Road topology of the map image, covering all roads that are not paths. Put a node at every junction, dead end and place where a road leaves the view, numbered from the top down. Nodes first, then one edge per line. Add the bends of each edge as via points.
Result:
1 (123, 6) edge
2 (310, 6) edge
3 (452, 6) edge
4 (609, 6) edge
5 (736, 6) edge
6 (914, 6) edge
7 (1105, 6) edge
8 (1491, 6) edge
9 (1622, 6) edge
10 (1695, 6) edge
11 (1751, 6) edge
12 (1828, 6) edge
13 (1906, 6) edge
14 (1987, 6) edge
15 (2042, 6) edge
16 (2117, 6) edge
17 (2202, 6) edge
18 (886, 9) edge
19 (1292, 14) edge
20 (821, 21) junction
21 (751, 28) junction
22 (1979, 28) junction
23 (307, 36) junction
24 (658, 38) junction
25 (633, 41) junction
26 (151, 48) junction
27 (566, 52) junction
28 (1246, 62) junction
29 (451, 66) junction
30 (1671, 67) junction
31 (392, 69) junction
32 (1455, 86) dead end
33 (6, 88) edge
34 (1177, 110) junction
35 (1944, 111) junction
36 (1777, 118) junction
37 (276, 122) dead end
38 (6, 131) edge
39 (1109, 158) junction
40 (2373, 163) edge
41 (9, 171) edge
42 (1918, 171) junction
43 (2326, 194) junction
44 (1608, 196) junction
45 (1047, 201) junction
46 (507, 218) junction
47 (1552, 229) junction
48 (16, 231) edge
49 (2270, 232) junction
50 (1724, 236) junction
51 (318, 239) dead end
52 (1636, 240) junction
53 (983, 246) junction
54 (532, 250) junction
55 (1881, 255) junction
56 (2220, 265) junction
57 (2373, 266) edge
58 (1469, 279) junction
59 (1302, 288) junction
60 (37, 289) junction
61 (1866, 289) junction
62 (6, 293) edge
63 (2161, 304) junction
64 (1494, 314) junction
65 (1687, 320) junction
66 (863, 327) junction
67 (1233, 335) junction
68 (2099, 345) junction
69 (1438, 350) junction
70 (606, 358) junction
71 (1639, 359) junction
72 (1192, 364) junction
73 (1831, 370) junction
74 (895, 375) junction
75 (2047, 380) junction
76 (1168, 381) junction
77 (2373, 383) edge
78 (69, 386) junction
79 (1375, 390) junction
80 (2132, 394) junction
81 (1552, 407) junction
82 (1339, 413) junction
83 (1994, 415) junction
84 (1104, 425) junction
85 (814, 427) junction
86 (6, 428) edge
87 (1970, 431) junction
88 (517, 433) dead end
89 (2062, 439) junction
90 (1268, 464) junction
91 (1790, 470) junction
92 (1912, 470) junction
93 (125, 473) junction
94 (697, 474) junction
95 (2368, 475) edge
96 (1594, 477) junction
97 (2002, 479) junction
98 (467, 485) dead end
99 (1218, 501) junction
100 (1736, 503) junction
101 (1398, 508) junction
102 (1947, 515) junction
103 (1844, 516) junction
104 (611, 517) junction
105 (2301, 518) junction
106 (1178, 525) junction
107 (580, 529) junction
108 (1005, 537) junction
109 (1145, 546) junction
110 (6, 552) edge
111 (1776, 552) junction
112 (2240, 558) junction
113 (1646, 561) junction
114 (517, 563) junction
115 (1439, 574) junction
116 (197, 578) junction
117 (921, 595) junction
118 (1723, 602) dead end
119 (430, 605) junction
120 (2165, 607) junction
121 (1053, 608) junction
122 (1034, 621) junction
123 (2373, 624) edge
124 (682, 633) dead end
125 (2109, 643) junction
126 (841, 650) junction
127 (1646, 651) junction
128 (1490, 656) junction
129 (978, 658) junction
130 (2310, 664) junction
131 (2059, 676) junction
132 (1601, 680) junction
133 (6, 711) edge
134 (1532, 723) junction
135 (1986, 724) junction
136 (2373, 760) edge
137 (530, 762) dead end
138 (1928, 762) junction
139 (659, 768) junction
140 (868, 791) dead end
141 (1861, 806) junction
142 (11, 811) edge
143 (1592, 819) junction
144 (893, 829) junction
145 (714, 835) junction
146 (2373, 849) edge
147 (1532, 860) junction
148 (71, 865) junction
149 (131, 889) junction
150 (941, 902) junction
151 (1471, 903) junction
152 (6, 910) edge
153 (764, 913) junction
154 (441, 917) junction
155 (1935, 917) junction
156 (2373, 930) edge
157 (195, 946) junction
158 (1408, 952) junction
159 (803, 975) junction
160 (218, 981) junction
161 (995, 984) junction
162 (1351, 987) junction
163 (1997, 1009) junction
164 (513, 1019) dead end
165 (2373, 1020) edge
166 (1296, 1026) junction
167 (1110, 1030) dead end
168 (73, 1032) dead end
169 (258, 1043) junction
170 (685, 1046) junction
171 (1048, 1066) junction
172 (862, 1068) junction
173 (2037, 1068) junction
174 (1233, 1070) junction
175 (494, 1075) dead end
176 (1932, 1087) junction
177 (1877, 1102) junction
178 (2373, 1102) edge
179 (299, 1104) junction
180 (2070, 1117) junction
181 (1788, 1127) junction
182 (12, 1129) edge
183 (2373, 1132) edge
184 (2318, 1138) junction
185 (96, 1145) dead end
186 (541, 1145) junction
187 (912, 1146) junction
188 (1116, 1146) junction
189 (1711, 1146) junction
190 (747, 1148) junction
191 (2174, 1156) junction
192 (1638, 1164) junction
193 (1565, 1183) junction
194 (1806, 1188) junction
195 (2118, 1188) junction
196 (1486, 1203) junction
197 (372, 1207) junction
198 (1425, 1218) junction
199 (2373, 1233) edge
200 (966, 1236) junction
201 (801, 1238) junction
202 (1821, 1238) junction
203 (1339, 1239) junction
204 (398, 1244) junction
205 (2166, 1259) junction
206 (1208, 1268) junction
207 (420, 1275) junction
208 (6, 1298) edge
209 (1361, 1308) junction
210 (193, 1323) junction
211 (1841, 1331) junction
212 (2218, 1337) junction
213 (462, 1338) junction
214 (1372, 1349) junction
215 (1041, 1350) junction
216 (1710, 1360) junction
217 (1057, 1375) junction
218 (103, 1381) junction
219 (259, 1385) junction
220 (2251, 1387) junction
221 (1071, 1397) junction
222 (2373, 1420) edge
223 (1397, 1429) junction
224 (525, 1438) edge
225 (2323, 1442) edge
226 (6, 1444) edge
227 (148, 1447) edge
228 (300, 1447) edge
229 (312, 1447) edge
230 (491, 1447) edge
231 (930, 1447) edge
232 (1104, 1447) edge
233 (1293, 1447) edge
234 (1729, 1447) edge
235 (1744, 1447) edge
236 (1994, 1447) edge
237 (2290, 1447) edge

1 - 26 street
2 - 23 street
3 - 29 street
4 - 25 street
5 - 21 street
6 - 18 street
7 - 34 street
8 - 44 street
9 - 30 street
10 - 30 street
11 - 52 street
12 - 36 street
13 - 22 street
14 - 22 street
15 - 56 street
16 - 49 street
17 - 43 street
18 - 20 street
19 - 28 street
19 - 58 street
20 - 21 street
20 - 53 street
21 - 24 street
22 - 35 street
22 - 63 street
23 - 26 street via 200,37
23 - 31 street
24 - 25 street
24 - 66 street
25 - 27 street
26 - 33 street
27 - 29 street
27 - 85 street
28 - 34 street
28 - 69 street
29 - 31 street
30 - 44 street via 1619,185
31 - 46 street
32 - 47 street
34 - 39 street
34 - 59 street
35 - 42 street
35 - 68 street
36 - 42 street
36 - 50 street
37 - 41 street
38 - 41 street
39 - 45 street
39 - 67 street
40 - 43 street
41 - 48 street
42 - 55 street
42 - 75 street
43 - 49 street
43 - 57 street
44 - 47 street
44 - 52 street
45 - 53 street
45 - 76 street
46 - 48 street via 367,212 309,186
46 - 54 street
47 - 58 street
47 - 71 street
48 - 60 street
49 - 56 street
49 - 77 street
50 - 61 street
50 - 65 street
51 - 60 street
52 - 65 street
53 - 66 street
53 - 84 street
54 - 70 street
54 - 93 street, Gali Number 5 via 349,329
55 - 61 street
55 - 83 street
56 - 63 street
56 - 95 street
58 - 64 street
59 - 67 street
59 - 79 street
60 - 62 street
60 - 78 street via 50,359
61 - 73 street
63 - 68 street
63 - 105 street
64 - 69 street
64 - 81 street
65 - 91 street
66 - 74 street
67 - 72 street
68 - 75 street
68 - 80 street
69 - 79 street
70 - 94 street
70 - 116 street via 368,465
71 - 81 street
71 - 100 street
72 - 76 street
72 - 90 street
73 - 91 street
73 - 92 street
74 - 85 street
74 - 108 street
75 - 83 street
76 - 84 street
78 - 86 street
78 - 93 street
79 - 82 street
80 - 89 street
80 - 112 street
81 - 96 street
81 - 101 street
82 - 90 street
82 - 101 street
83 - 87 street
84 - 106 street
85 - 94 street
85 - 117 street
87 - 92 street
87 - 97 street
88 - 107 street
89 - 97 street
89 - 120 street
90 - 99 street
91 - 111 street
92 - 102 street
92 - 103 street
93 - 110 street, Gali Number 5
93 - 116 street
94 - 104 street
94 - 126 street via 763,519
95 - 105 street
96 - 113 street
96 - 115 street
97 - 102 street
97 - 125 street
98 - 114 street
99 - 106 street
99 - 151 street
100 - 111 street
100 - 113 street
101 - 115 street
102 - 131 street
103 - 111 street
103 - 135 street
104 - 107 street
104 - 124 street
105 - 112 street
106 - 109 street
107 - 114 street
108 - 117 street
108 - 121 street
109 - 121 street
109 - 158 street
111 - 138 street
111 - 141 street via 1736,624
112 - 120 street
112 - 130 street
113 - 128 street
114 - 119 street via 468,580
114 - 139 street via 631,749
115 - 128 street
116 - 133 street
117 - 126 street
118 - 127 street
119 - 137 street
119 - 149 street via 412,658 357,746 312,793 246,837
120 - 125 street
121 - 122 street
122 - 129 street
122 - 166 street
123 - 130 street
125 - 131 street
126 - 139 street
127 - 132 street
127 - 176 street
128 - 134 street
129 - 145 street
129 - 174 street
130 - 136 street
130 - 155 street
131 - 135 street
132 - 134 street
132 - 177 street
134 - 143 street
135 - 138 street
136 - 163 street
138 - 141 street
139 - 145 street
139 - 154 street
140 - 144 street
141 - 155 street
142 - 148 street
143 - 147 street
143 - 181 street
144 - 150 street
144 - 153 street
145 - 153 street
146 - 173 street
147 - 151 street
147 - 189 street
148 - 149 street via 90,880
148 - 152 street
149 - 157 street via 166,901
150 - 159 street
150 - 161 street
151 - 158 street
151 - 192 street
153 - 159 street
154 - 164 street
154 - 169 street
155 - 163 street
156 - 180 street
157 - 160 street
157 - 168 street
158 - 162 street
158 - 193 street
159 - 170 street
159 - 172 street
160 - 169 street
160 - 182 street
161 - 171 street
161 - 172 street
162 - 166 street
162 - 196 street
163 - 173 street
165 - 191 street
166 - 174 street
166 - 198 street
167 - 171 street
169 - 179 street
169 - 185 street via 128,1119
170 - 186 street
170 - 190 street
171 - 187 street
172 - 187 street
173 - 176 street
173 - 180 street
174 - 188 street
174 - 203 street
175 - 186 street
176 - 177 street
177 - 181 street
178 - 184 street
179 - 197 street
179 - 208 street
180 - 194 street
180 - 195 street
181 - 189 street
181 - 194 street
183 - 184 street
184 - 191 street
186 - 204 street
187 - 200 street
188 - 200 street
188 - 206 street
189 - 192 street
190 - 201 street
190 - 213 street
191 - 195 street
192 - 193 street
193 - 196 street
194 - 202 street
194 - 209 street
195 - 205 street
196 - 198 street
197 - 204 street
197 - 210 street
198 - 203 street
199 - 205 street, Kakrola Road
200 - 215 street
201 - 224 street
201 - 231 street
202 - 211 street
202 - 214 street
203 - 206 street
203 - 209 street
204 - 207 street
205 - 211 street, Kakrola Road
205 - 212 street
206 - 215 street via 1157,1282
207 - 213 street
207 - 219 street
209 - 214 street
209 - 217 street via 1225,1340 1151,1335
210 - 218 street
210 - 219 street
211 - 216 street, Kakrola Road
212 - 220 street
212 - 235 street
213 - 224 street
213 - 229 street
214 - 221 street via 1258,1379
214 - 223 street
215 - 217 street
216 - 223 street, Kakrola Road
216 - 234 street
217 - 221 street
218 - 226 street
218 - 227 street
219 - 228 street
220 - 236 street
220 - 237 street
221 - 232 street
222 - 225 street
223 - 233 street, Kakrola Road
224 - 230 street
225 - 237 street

TO DO:
For the material above, count the lines where the string "Kakrola" appears and reply with the count only.

RESPONSE AREA:
5